▶ [Record set]:
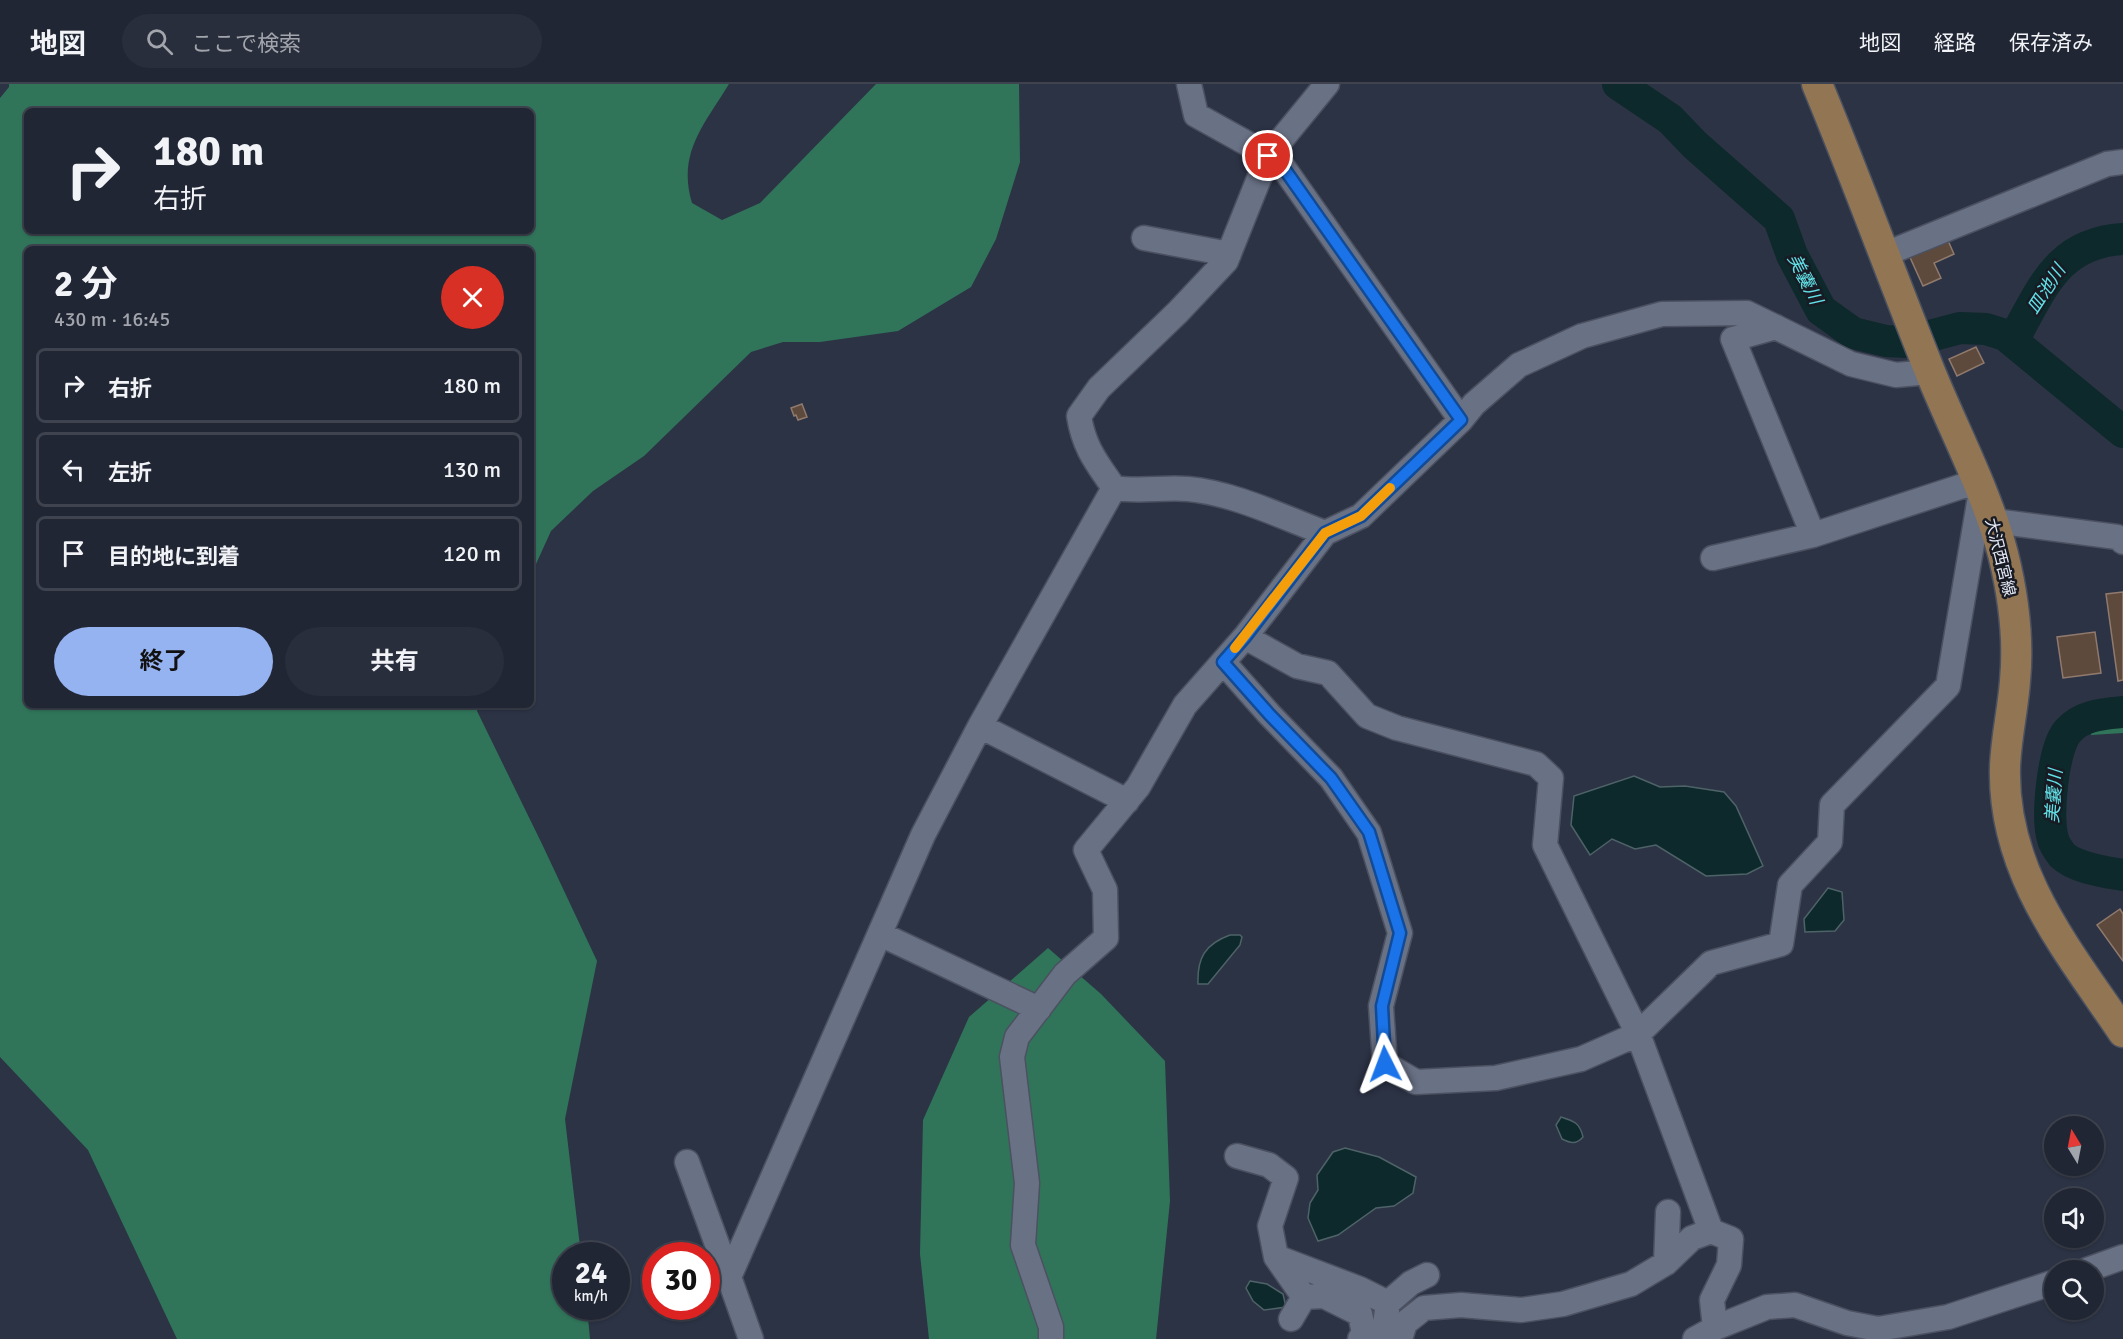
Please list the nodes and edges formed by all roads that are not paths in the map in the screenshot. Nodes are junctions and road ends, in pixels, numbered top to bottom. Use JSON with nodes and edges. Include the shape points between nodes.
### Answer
{"nodes":[{"id":1,"x":1189,"y":84,"type":"edge"},
{"id":2,"x":1327,"y":84,"type":"edge"},
{"id":3,"x":1817,"y":84,"type":"edge"},
{"id":4,"x":1268,"y":156,"type":"junction"},
{"id":5,"x":2123,"y":162,"type":"edge"},
{"id":6,"x":1144,"y":238,"type":"dead end"},
{"id":7,"x":1229,"y":254,"type":"junction"},
{"id":8,"x":1883,"y":255,"type":"junction"},
{"id":9,"x":1776,"y":327,"type":"junction"},
{"id":10,"x":1928,"y":367,"type":"junction"},
{"id":11,"x":1461,"y":420,"type":"junction"},
{"id":12,"x":1979,"y":486,"type":"junction"},
{"id":13,"x":1114,"y":489,"type":"junction"},
{"id":14,"x":1994,"y":521,"type":"junction"},
{"id":15,"x":1325,"y":533,"type":"junction"},
{"id":16,"x":1813,"y":535,"type":"junction"},
{"id":17,"x":2123,"y":542,"type":"edge"},
{"id":18,"x":1713,"y":558,"type":"dead end"},
{"id":19,"x":1245,"y":637,"type":"junction"},
{"id":20,"x":1223,"y":662,"type":"junction"},
{"id":21,"x":980,"y":726,"type":"junction"},
{"id":22,"x":1127,"y":801,"type":"junction"},
{"id":23,"x":880,"y":934,"type":"junction"},
{"id":24,"x":1038,"y":1009,"type":"junction"},
{"id":25,"x":2123,"y":1032,"type":"edge"},
{"id":26,"x":1638,"y":1034,"type":"junction"},
{"id":27,"x":1237,"y":1156,"type":"dead end"},
{"id":28,"x":687,"y":1162,"type":"dead end"},
{"id":29,"x":1668,"y":1212,"type":"dead end"},
{"id":30,"x":1711,"y":1231,"type":"junction"},
{"id":31,"x":1276,"y":1257,"type":"junction"},
{"id":32,"x":2123,"y":1257,"type":"edge"},
{"id":33,"x":1666,"y":1263,"type":"junction"},
{"id":34,"x":2104,"y":1264,"type":"edge"},
{"id":35,"x":1428,"y":1275,"type":"dead end"},
{"id":36,"x":729,"y":1277,"type":"junction"},
{"id":37,"x":2044,"y":1286,"type":"edge"},
{"id":38,"x":1304,"y":1297,"type":"junction"},
{"id":39,"x":1388,"y":1303,"type":"junction"},
{"id":40,"x":1292,"y":1319,"type":"dead end"},
{"id":41,"x":1705,"y":1333,"type":"edge"},
{"id":42,"x":751,"y":1339,"type":"edge"},
{"id":43,"x":1051,"y":1339,"type":"edge"},
{"id":44,"x":1360,"y":1339,"type":"edge"},
{"id":45,"x":1383,"y":1339,"type":"edge"},
{"id":46,"x":1400,"y":1339,"type":"edge"}],
"edges":[{"from":1,"to":4,"type":"street","via":[[1196,115]]},
{"from":2,"to":4,"type":"street"},
{"from":3,"to":8,"type":"main road","name":"大沢西宮線"},
{"from":4,"to":7,"type":"street"},
{"from":4,"to":11,"type":"street","via":[[1283,167]]},
{"from":5,"to":8,"type":"street","via":[[2107,164]]},
{"from":6,"to":7,"type":"street"},
{"from":7,"to":13,"type":"street","via":[[1178,312],[1099,387],[1079,416],[1092,456]]},
{"from":8,"to":10,"type":"main road","name":"大沢西宮線"},
{"from":9,"to":10,"type":"street","via":[[1851,364],[1896,375]]},
{"from":9,"to":11,"type":"street","via":[[1747,313],[1662,314],[1582,336],[1519,365]]},
{"from":9,"to":16,"type":"street","via":[[1733,339]]},
{"from":10,"to":12,"type":"main road","name":"大沢西宮線"},
{"from":11,"to":15,"type":"street","via":[[1361,516]]},
{"from":12,"to":14,"type":"main road","name":"大沢西宮線"},
{"from":12,"to":16,"type":"street"},
{"from":12,"to":26,"type":"street","via":[[1948,686],[1832,805],[1830,842],[1790,885],[1781,944],[1711,963]]},
{"from":13,"to":15,"type":"street","via":[[1189,489],[1238,500]]},
{"from":13,"to":21,"type":"street"},
{"from":14,"to":17,"type":"street","via":[[2116,537]]},
{"from":14,"to":25,"type":"main road","name":"大沢西宮線","via":[[2015,617],[2015,680],[2005,768],[2015,847],[2028,884],[2046,916]]},
{"from":15,"to":19,"type":"street"},
{"from":16,"to":18,"type":"street"},
{"from":19,"to":20,"type":"street"},
{"from":19,"to":26,"type":"street","via":[[1297,666],[1328,673],[1367,716],[1397,728],[1536,764],[1551,778],[1545,845]]},
{"from":20,"to":22,"type":"street","via":[[1185,705]]},
{"from":20,"to":26,"type":"street","via":[[1331,778],[1369,832],[1400,933],[1382,1006],[1385,1064],[1416,1082],[1496,1078],[1581,1059]]},
{"from":21,"to":22,"type":"street"},
{"from":21,"to":23,"type":"street","via":[[923,835]]},
{"from":22,"to":24,"type":"street","via":[[1086,850],[1105,890],[1106,938],[1065,974]]},
{"from":23,"to":24,"type":"street"},
{"from":23,"to":36,"type":"street"},
{"from":24,"to":43,"type":"street","via":[[1017,1037],[1012,1057],[1027,1183],[1023,1245],[1051,1327]]},
{"from":26,"to":30,"type":"street"},
{"from":27,"to":31,"type":"street","via":[[1269,1165],[1286,1179],[1270,1226]]},
{"from":28,"to":36,"type":"street"},
{"from":29,"to":33,"type":"street"},
{"from":30,"to":33,"type":"street","via":[[1692,1238]]},
{"from":30,"to":41,"type":"street","via":[[1731,1239],[1729,1266],[1712,1300]]},
{"from":31,"to":38,"type":"street"},
{"from":31,"to":39,"type":"street"},
{"from":32,"to":34,"type":"street"},
{"from":33,"to":46,"type":"street","via":[[1631,1284],[1563,1304],[1521,1310],[1461,1305],[1424,1308],[1405,1323]]},
{"from":35,"to":39,"type":"street","via":[[1411,1282]]},
{"from":36,"to":42,"type":"street"},
{"from":37,"to":41,"type":"street","via":[[1948,1317],[1878,1329],[1795,1305],[1767,1306]]},
{"from":38,"to":40,"type":"street"},
{"from":38,"to":44,"type":"street","via":[[1324,1296],[1360,1314],[1364,1333]]},
{"from":39,"to":45,"type":"street"}]}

▶ [Required work]:
Throughout the data above, report every line that contains the string "nodes".

▶ [Task response]:
Please list the nodes and edges formed by all roads that are not paths in the map in the screenshot. Nodes are junctions and road ends, in pixels, numbered top to bottom. Use JSON with nodes and edges. Include the shape points between nodes.
{"nodes":[{"id":1,"x":1189,"y":84,"type":"edge"},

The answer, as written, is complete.